Not recreational exercise, but a full use of my body to meet the necessity of living here. When the wind got stronger I felt the way I imagine the horses do when i see them running, face into the wind, across the mesa. Full hearted and rejoicing in their alive wildness. I felt absolutely complete; and so grateful that living here asks this of me and that I am physically able and totally willing to meet the task.

What a joy.

I have to buy a cord of wood to really heat the house on days when solar gain is not enough, but this wood, this wood is right here.  It grew here, providing pinon nuts to the birds, a bit of shade to us and beauty and grace to the land. And it died here. And it is again of use, and the scent of pinon will fill the drift across the mesa as it burns this winter, giving us its beautiful warmth and light.

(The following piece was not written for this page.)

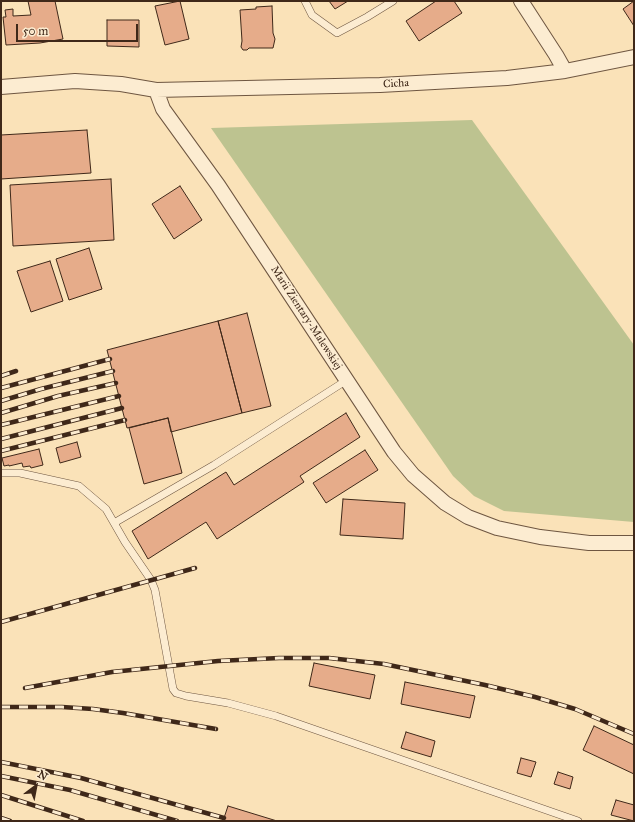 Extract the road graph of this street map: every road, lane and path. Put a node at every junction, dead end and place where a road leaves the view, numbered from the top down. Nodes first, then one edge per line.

I have used alot of words here, but what i feel collecting wood from the land is really beyond words. Such a simple little task and yet so vastly rewarding.


Relating to the elements and to the land I live on...to the necessary task of gathering firewood before the snow falls...leaves me feeling so at home, so ALIVE, so "right-sized" and so integrated with the moment. Right-sized, thats the clue!  This task invites me to experience more deeply that i am a member of the living community here, a part of nature, not a tourist, but a working guest.

 I do truly belong here - in life.   And as they say in Zen, I can be informed by the 10,000 things...nothing opposes me.